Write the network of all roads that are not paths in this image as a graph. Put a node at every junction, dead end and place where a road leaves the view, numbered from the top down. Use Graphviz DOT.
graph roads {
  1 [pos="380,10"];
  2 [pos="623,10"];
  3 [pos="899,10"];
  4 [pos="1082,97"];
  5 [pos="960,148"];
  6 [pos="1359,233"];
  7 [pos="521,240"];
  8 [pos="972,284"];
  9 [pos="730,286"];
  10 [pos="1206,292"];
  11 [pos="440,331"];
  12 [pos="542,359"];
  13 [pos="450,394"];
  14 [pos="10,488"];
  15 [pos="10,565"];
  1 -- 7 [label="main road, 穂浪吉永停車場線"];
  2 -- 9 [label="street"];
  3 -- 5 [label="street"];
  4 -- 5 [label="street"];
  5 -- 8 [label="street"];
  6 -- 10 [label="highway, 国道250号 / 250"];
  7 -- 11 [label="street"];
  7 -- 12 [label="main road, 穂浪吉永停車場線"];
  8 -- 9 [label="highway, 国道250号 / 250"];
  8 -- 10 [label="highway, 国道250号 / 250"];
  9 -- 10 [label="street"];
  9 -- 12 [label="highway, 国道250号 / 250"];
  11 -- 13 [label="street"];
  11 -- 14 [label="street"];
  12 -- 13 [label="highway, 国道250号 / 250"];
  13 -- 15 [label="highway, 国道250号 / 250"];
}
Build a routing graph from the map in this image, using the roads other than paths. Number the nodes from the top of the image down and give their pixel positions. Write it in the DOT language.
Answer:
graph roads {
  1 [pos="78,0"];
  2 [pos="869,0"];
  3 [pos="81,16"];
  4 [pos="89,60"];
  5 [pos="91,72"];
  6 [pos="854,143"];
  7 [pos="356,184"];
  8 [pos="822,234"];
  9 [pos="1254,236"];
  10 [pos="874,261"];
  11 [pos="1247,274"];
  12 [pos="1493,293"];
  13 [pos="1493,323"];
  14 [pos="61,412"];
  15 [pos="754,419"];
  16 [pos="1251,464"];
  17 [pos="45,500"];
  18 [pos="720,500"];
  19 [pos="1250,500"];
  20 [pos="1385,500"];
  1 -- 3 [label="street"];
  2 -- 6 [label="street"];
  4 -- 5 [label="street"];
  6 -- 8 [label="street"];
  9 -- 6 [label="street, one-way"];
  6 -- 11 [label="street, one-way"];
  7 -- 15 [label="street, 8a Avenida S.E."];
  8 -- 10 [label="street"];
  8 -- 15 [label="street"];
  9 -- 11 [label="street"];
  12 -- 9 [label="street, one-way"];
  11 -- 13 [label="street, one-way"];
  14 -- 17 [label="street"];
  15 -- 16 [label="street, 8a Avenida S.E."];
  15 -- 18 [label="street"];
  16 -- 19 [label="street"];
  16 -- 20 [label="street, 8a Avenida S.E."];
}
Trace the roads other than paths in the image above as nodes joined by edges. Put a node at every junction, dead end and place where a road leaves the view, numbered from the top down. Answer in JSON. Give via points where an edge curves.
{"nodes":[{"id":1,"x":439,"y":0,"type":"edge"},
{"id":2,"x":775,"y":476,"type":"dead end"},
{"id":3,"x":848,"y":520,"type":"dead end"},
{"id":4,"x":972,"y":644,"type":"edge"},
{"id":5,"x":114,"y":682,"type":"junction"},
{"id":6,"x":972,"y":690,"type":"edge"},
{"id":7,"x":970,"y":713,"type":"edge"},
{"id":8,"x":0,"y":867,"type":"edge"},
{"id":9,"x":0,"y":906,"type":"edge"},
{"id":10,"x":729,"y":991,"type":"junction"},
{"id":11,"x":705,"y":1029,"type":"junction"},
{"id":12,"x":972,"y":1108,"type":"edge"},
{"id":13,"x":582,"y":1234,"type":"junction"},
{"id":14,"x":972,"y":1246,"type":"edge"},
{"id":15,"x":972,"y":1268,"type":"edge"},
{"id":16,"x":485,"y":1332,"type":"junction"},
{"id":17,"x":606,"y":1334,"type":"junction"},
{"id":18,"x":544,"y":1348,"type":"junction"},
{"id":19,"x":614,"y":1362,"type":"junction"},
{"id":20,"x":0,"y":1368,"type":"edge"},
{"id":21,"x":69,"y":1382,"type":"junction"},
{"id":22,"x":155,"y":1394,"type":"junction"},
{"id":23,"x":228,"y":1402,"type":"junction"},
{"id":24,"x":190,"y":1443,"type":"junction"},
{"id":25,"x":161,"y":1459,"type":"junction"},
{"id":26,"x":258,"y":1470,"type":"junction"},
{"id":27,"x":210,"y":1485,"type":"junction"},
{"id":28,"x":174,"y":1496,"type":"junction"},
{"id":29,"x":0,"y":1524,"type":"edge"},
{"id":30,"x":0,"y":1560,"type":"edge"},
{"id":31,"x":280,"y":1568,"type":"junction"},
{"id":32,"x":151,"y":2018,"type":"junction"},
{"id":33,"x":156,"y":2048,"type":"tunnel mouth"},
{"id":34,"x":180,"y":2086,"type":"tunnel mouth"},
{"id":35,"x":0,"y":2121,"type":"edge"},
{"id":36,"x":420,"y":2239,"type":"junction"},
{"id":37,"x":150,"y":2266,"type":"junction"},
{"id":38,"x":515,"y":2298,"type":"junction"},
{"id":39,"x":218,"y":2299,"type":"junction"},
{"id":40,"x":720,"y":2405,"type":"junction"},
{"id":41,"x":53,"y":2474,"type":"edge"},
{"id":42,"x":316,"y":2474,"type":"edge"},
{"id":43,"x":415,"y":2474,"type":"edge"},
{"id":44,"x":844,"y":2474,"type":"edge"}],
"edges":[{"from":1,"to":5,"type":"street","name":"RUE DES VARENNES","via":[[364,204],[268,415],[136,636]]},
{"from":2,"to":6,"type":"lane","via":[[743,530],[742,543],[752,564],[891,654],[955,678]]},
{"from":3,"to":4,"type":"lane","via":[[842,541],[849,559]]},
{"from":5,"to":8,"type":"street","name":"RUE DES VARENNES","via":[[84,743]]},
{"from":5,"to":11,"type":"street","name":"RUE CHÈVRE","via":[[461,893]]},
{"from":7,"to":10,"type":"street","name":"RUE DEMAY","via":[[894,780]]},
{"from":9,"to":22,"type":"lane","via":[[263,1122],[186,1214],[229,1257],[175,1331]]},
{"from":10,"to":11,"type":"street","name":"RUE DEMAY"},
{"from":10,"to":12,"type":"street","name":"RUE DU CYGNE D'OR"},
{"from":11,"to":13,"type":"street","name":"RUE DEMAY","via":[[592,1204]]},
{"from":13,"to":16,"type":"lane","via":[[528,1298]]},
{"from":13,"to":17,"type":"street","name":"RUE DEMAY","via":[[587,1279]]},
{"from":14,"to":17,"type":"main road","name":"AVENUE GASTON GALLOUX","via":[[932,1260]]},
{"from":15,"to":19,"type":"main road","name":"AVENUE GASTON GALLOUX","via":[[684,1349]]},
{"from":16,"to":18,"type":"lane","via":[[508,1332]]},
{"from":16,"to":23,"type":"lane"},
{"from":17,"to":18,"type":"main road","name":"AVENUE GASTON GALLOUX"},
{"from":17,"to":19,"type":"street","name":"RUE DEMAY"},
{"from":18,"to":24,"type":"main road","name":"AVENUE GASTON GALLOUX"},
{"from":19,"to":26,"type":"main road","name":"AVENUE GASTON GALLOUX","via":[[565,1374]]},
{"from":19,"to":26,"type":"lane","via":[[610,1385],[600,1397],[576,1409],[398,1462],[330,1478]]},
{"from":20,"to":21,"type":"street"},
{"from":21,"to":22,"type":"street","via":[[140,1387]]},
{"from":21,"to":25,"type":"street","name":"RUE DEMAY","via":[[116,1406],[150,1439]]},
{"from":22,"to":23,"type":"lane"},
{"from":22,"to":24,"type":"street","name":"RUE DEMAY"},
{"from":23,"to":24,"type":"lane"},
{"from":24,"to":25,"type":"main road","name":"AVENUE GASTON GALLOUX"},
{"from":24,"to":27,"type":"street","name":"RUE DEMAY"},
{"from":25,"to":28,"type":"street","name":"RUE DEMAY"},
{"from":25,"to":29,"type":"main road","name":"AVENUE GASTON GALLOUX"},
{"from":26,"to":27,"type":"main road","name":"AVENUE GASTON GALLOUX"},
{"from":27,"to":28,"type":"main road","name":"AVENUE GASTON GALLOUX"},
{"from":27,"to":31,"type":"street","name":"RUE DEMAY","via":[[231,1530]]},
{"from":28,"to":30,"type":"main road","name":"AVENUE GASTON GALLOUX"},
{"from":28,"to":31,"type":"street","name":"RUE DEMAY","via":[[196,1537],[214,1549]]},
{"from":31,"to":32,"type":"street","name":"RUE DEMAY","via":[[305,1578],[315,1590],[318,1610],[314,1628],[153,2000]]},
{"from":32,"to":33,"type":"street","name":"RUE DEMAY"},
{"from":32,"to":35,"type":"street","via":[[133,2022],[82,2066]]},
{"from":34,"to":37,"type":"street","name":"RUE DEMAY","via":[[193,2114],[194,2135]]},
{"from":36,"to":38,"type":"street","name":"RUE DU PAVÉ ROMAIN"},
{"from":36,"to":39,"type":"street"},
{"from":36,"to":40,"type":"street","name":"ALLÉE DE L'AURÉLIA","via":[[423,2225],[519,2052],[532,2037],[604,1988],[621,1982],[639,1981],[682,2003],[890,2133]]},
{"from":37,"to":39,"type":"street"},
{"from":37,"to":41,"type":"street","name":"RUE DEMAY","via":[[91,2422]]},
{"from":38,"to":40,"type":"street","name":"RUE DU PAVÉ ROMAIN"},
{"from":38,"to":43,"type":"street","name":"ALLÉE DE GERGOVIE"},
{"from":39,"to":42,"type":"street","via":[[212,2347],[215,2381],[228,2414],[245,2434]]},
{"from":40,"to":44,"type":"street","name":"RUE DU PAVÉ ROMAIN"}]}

Your objective:
Using the entries above, find all lines with "Avenida". Copy them.

Solution to this problem:
  7 -- 15 [label="street, 8a Avenida S.E."];
  15 -- 16 [label="street, 8a Avenida S.E."];
  16 -- 20 [label="street, 8a Avenida S.E."];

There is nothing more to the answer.